I must admit straight away that we had considerable difficulty, when we gave careful thought to this problem, in deciding what section of the iron and steel industry should properly come under the Corporation. We were anxious that there should be sufficient companies representing a large enough section of the iron and steel industry to enable the Corporation to organise into an integrated whole in an easy and convenient way those over which they had control. It was essential, therefore, that the Corporation should take over the major section of the iron and steel industry. On the other hand, we were also anxious that the Corporation should not be the owner of companies which were really outside the iron and steel industry because of the various ancillary or other activities in which the companies were engaged, and the possession of which would only create burdens and difficulties for the Corporation which they would be much better without.

We have given this matter careful consideration to see whether there were any companies whose shares it was proposed should be taken over by the Corporation which, in the interests of those companies, and in the interests of the Corporation, might properly be left out. We came to the conclusion that there were a few companies in the iron and steel industry, originally listed in the Third Schedule, which were small companies and which, because of their peculiar activities, were so far outside the iron and steel industry that they would be more of a nuisance inside than a benefit because they would throw certain responsibilities upon the Corporation which the Corporation would be much better without so that they could be devoting their time to the work of organising and reorganising and improving the iron and steel industry instead.

We came to the conclusion, after careful consideration, that those companies which we thought should be properly excluded all fell within a certain formula which is set out in the Amendment.
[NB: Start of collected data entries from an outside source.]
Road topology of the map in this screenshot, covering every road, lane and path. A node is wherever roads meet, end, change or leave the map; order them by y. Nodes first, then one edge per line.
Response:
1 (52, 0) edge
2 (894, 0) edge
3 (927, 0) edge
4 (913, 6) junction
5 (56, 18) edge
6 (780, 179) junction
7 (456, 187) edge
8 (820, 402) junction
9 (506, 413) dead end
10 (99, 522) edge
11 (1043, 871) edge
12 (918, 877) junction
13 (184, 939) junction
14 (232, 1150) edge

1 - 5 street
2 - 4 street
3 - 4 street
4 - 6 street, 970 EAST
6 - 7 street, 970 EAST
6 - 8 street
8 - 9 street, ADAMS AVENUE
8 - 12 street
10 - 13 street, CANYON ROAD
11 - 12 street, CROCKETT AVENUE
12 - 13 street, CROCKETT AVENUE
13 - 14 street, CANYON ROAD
In other words, all those companies whose total output is less than 50,000 tons a year and whose proportion of labour devoted to Second Schedule activities is less than 15 per cent. could, we thought, conveniently be left out of the Third Schedule. I will inform the House which those firms are and what are their major occupations. Bayliss, Jones and Bayliss, Limited. Only 12 per cent. of their labour is engaged or was engaged in making iron and steel or in Second Schedule activities. Their chief activities are the production of bolts, nuts, tramway and railway fencings, gates, and a variety of other highly-finished products.

Then there is the Carron Company. Only 4 per cent. of their labour is engaged on Second Schedule activities; most of their activities are concerned with the making of ferrous and non-ferrous articles of a great variety, and they have various engineering activities. They produce a wide range of finished iron and brass goods, and marine and land machinery and equipment. They have a small and, I believe, an obsolescent blast furnace, for which alone they were included in the Schedule, because the output of that furnace was such as to bring them into the formula set out in that Schedule. Then there is the Clay Cross Company. Their main activities are the production of centrifugally cast and concrete lined pipes, vertically cast pipes, and flanged special castings. Only 10 per cent. of the labour in those works is engaged in Second Schedule activities.
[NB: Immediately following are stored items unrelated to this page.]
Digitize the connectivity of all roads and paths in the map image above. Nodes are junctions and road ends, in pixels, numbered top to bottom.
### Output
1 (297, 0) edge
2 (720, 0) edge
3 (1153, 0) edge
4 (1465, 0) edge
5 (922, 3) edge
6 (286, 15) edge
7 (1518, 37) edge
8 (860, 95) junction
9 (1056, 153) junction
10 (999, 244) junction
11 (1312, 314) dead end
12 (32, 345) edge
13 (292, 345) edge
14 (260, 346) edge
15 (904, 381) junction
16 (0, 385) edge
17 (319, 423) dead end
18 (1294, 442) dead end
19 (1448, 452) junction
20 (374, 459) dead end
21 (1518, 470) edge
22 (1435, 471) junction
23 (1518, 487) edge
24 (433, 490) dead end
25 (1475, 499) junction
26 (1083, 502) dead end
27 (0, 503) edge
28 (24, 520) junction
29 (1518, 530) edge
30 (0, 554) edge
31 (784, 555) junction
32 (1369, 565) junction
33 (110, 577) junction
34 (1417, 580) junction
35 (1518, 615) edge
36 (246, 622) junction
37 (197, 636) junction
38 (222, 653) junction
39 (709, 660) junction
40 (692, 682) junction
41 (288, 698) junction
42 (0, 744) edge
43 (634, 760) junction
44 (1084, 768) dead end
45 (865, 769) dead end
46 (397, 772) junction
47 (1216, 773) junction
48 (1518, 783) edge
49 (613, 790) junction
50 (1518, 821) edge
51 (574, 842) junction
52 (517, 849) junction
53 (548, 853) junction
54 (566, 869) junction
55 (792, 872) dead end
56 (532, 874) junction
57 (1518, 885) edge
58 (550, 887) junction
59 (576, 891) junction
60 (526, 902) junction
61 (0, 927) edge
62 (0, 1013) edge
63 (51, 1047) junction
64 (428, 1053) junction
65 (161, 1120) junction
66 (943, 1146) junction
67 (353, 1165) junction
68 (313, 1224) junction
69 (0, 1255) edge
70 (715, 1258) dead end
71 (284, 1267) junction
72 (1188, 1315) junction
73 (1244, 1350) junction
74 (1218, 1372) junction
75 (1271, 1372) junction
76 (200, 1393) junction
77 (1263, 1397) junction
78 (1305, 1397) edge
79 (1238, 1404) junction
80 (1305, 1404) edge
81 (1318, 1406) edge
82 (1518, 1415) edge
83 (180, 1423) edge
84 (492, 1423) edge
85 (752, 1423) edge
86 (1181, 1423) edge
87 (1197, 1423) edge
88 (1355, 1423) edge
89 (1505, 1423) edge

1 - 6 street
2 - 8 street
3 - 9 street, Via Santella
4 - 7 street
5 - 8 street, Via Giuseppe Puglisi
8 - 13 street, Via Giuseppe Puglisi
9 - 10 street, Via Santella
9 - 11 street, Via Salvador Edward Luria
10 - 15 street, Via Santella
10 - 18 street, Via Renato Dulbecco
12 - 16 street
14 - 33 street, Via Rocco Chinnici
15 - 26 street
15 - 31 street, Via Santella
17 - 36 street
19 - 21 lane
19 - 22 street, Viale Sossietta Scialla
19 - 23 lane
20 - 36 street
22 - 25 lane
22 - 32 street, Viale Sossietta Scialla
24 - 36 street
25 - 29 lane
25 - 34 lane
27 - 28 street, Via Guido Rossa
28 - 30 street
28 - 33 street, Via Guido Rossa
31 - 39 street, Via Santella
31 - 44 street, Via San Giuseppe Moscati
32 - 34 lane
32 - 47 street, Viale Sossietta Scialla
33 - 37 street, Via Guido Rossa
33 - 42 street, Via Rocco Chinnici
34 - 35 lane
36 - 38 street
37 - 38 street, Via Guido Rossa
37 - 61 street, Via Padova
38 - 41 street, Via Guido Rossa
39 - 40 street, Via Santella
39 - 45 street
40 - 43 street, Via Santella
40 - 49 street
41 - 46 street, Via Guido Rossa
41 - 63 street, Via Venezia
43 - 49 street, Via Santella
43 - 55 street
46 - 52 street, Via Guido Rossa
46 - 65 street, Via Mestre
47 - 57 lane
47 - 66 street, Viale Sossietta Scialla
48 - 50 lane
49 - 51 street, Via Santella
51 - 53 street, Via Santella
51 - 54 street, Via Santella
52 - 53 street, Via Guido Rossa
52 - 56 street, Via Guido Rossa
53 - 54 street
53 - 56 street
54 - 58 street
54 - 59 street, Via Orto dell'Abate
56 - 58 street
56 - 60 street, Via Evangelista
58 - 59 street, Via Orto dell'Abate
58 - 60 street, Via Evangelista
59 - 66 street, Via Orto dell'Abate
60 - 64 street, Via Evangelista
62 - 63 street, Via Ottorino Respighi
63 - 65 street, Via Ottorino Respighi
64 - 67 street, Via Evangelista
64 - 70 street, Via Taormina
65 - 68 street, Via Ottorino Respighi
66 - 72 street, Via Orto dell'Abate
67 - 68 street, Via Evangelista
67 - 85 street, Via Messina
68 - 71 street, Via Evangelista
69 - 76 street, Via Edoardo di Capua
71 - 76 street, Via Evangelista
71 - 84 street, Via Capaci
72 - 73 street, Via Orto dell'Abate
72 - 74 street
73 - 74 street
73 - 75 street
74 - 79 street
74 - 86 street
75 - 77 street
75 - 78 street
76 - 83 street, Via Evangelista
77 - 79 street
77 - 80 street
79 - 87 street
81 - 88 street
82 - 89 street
The next company that is excluded—or rather appears to be excluded: it is not really—is the Darlington Forge Limited, which is excluded by the formula but will, nevertheless, be taken over because it is a wholly-owned subsidiary of the English Steel Corporation, and so will come out of the list in the Third Schedule but will, in fact, come under the Corporation just the same. The next company is The Executors of James Mills, a subsidiary of Guest, Keen and Nettlefolds. Of their labour 14 per cent. only is engaged in Second Schedule activities. They are primarily concerned in the production of a wide variety of small accessories such as cotters and grooved pins mainly for the motor, aircraft, electrical engineering, and shipbuilding industries, and for scaffolding fittings for the building industry. The last company is Richard Johnson and Nephew, of whose labour seven per cent. is engaged in Second Schedule activities. They make ferrous wire, but a very substantial proportion—more than half—of non-ferrous products.
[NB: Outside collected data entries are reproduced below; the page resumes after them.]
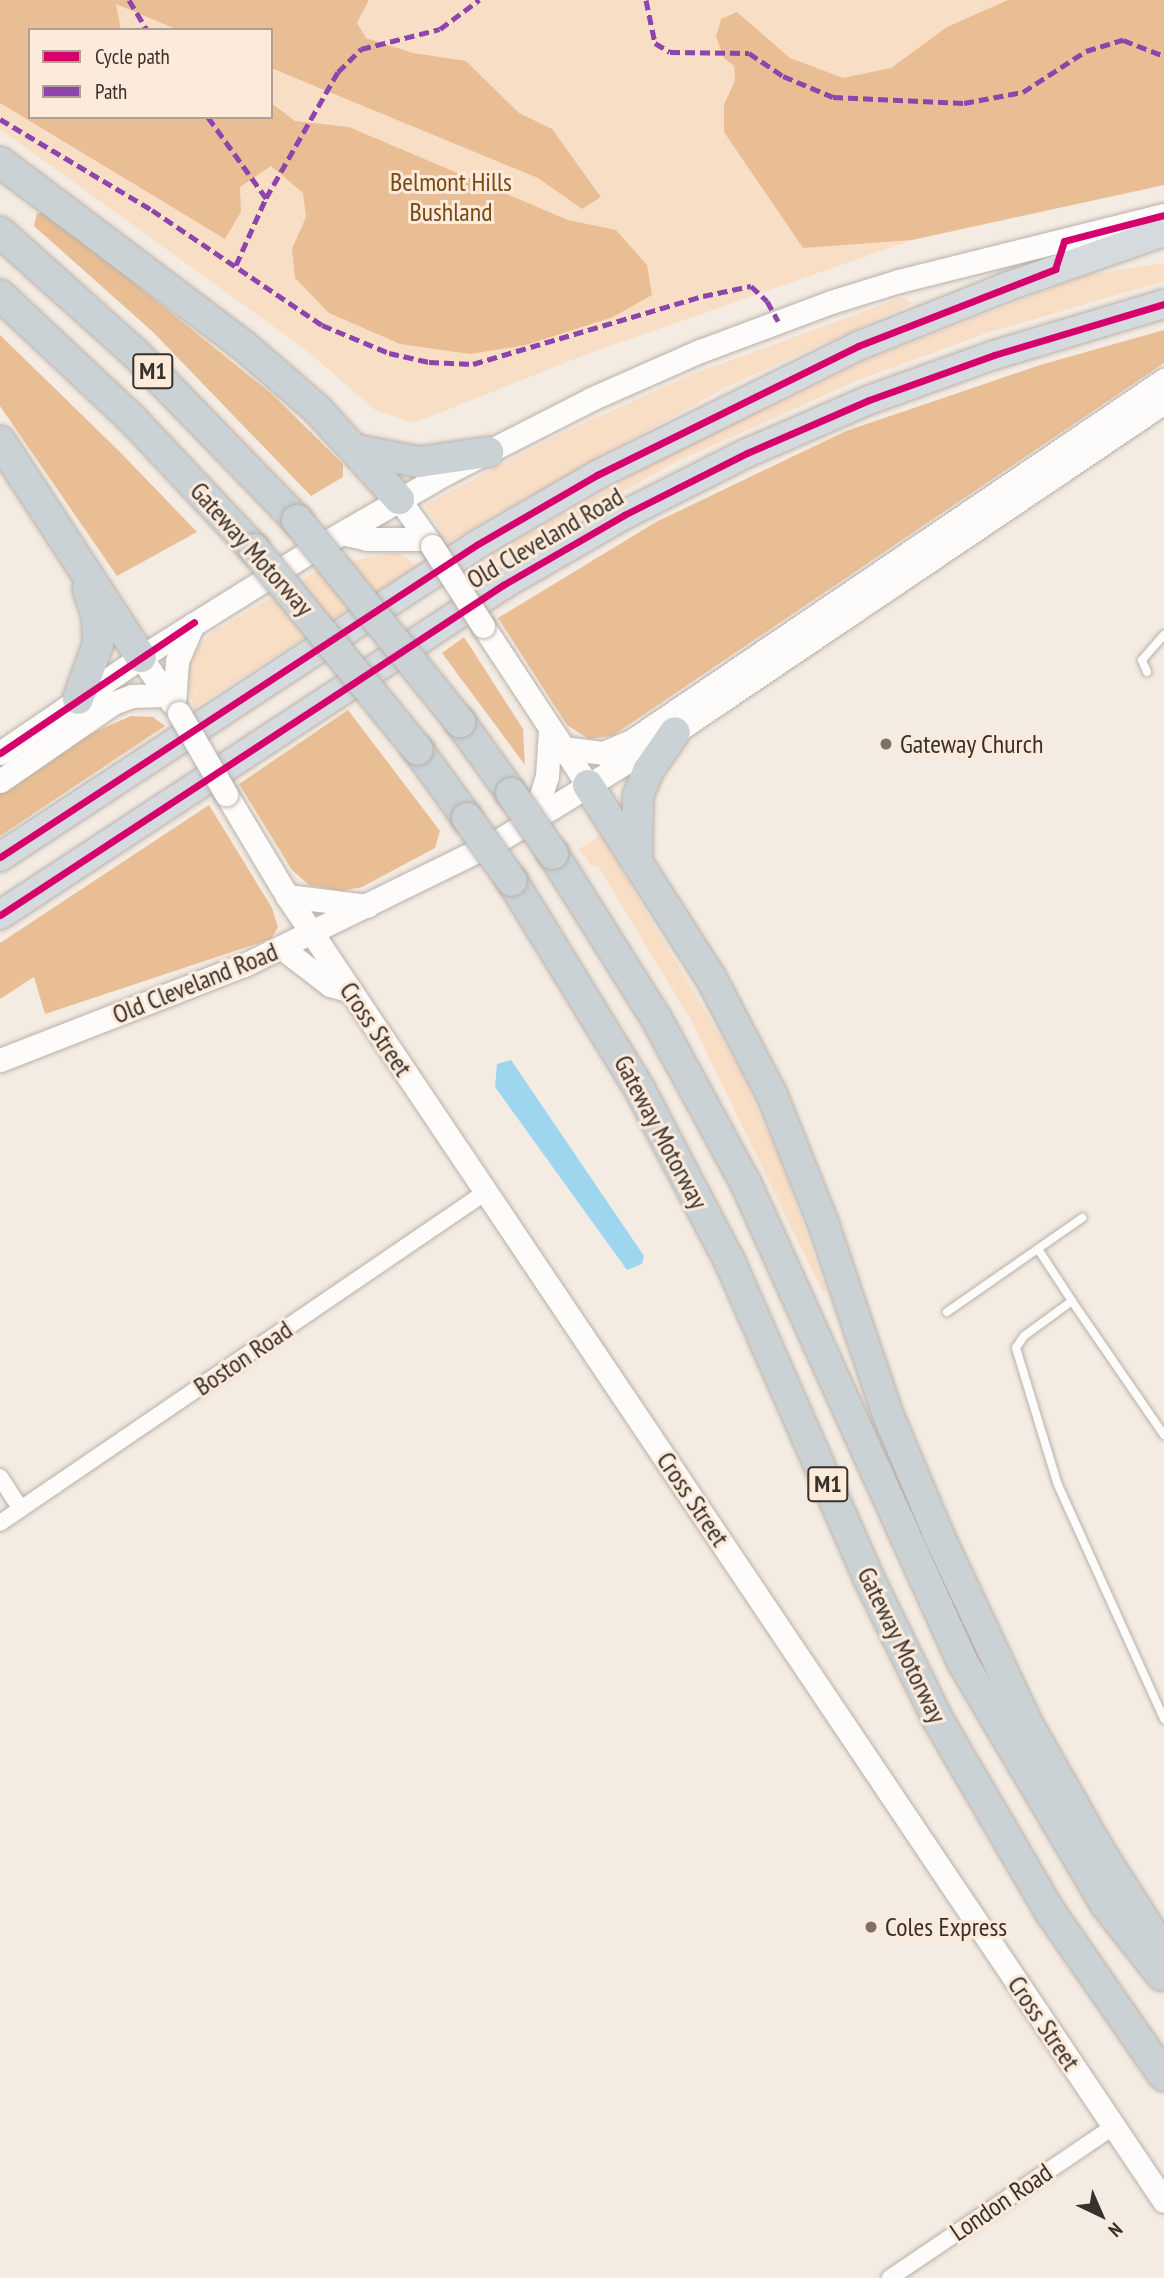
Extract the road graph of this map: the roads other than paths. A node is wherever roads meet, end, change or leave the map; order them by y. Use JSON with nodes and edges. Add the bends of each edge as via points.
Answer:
{"nodes":[{"id":1,"x":0,"y":162,"type":"edge"},
{"id":2,"x":1164,"y":215,"type":"edge"},
{"id":3,"x":0,"y":232,"type":"edge"},
{"id":4,"x":1164,"y":232,"type":"edge"},
{"id":5,"x":0,"y":295,"type":"edge"},
{"id":6,"x":1164,"y":304,"type":"edge"},
{"id":7,"x":1164,"y":380,"type":"edge"},
{"id":8,"x":1164,"y":402,"type":"edge"},
{"id":9,"x":0,"y":442,"type":"edge"},
{"id":10,"x":357,"y":450,"type":"junction"},
{"id":11,"x":488,"y":452,"type":"junction"},
{"id":12,"x":399,"y":499,"type":"junction"},
{"id":13,"x":342,"y":533,"type":"junction"},
{"id":14,"x":429,"y":543,"type":"junction"},
{"id":15,"x":88,"y":580,"type":"junction"},
{"id":16,"x":194,"y":622,"type":"junction"},
{"id":17,"x":1164,"y":635,"type":"edge"},
{"id":18,"x":141,"y":657,"type":"junction"},
{"id":19,"x":1147,"y":672,"type":"dead end"},
{"id":20,"x":78,"y":699,"type":"junction"},
{"id":21,"x":172,"y":704,"type":"junction"},
{"id":22,"x":550,"y":729,"type":"junction"},
{"id":23,"x":675,"y":732,"type":"junction"},
{"id":24,"x":563,"y":748,"type":"junction"},
{"id":25,"x":0,"y":753,"type":"edge"},
{"id":26,"x":0,"y":781,"type":"edge"},
{"id":27,"x":588,"y":785,"type":"junction"},
{"id":28,"x":534,"y":818,"type":"junction"},
{"id":29,"x":0,"y":858,"type":"edge"},
{"id":30,"x":637,"y":861,"type":"junction"},
{"id":31,"x":287,"y":896,"type":"junction"},
{"id":32,"x":370,"y":907,"type":"junction"},
{"id":33,"x":0,"y":915,"type":"edge"},
{"id":34,"x":313,"y":933,"type":"junction"},
{"id":35,"x":282,"y":948,"type":"junction"},
{"id":36,"x":351,"y":991,"type":"junction"},
{"id":37,"x":0,"y":1060,"type":"edge"},
{"id":38,"x":486,"y":1192,"type":"junction"},
{"id":39,"x":1082,"y":1218,"type":"dead end"},
{"id":40,"x":1038,"y":1249,"type":"junction"},
{"id":41,"x":1072,"y":1301,"type":"junction"},
{"id":42,"x":947,"y":1312,"type":"dead end"},
{"id":43,"x":1164,"y":1435,"type":"edge"},
{"id":44,"x":0,"y":1478,"type":"edge"},
{"id":45,"x":21,"y":1509,"type":"junction"},
{"id":46,"x":0,"y":1523,"type":"edge"},
{"id":47,"x":1164,"y":1719,"type":"edge"},
{"id":48,"x":1164,"y":1965,"type":"edge"},
{"id":49,"x":1164,"y":1978,"type":"edge"},
{"id":50,"x":1164,"y":2076,"type":"edge"},
{"id":51,"x":1114,"y":2127,"type":"junction"},
{"id":52,"x":1164,"y":2201,"type":"edge"},
{"id":53,"x":890,"y":2278,"type":"edge"}],
"edges":[{"from":1,"to":10,"type":"highway","via":[[243,345]]},
{"from":2,"to":11,"type":"main road","via":[[899,281],[799,314],[645,374]]},
{"from":3,"to":49,"type":"highway","name":"Gateway Motorway","number":"M1","bridge":true,"via":[[135,353],[297,520],[460,722],[553,854],[656,1018],[746,1184],[899,1530],[981,1696],[1106,1905]]},
{"from":4,"to":29,"type":"highway","name":"Old Cleveland Road","via":[[1006,287],[858,346],[597,475],[478,544]]},
{"from":5,"to":50,"type":"highway","name":"Gateway Motorway","number":"M1","bridge":true,"via":[[134,421],[254,549],[418,750],[512,881],[634,1080],[730,1262],[868,1577],[945,1732],[1051,1913]]},
{"from":6,"to":33,"type":"highway","name":"Old Cleveland Road","via":[[994,355],[869,400],[655,498],[503,585]]},
{"from":7,"to":24,"type":"main road","via":[[633,740],[603,753]]},
{"from":8,"to":23,"type":"main road","name":"Old Cleveland Road"},
{"from":9,"to":15,"type":"highway"},
{"from":10,"to":11,"type":"highway","via":[[419,462]]},
{"from":10,"to":12,"type":"highway"},
{"from":11,"to":12,"type":"main road"},
{"from":12,"to":13,"type":"main road"},
{"from":12,"to":14,"type":"main road"},
{"from":13,"to":14,"type":"main road"},
{"from":13,"to":16,"type":"main road"},
{"from":14,"to":22,"type":"main road","bridge":true},
{"from":15,"to":18,"type":"highway"},
{"from":15,"to":20,"type":"highway","via":[[98,644]]},
{"from":16,"to":18,"type":"main road"},
{"from":16,"to":21,"type":"main road","via":[[177,661]]},
{"from":17,"to":19,"type":"lane","via":[[1142,660]]},
{"from":18,"to":20,"type":"main road"},
{"from":18,"to":21,"type":"main road","name":"Cross Street"},
{"from":20,"to":25,"type":"main road"},
{"from":21,"to":26,"type":"main road","via":[[132,696],[113,703]]},
{"from":21,"to":31,"type":"main road","name":"Cross Street","bridge":true},
{"from":22,"to":24,"type":"main road"},
{"from":22,"to":28,"type":"main road","via":[[547,776]]},
{"from":23,"to":27,"type":"main road","name":"Old Cleveland Road"},
{"from":23,"to":30,"type":"highway","via":[[648,771],[638,796]]},
{"from":24,"to":27,"type":"main road"},
{"from":27,"to":28,"type":"main road","name":"Old Cleveland Road"},
{"from":27,"to":30,"type":"highway"},
{"from":28,"to":32,"type":"main road","name":"Old Cleveland Road"},
{"from":30,"to":48,"type":"highway","via":[[711,978],[772,1095],[817,1208],[888,1416],[939,1536],[1028,1725],[1099,1850],[1160,1944]]},
{"from":31,"to":32,"type":"main road"},
{"from":31,"to":34,"type":"main road","name":"Cross Street"},
{"from":32,"to":34,"type":"main road","name":"Old Cleveland Road"},
{"from":34,"to":35,"type":"main road","name":"Old Cleveland Road"},
{"from":34,"to":36,"type":"main road","name":"Cross Street"},
{"from":35,"to":36,"type":"main road","via":[[330,985]]},
{"from":35,"to":37,"type":"main road","name":"Old Cleveland Road"},
{"from":36,"to":38,"type":"main road","name":"Cross Street"},
{"from":38,"to":45,"type":"street","name":"Boston Road"},
{"from":38,"to":51,"type":"main road","name":"Cross Street"},
{"from":39,"to":40,"type":"lane"},
{"from":40,"to":41,"type":"lane"},
{"from":40,"to":42,"type":"lane"},
{"from":41,"to":43,"type":"lane"},
{"from":41,"to":47,"type":"lane","via":[[1024,1336],[1016,1349],[1017,1359],[1058,1485]]},
{"from":44,"to":45,"type":"street"},
{"from":45,"to":46,"type":"street","name":"Boston Road"},
{"from":51,"to":52,"type":"main road","name":"Cross Street"},
{"from":51,"to":53,"type":"street","name":"London Road"}]}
We felt that these companies were very much on the fringe of the iron and steel industry proper as we envisaged it, and that they could, as I said earlier, to the advantage of the Corporation, be well left outside. We gave this matter most careful thought. I want to say quite definitely and categorically that we are not prepared to extend this list of exclusions. We are certain that in making these exclusions we have gone as far as we ought, and should not go any farther. I made the exclusions, not because of any representations made to us by the companies, but because, on an impartial survey of the situation, and of the activities that these companies were carrying on, we thought we did not want to burden the Corporation with any responsibility for them, and that it would be better to leave them out, and to leave the Corporation free to carry that very heavy responsibility which will be on their shoulders in the organisation of those very large iron and steel concerns for which they will be responsibile.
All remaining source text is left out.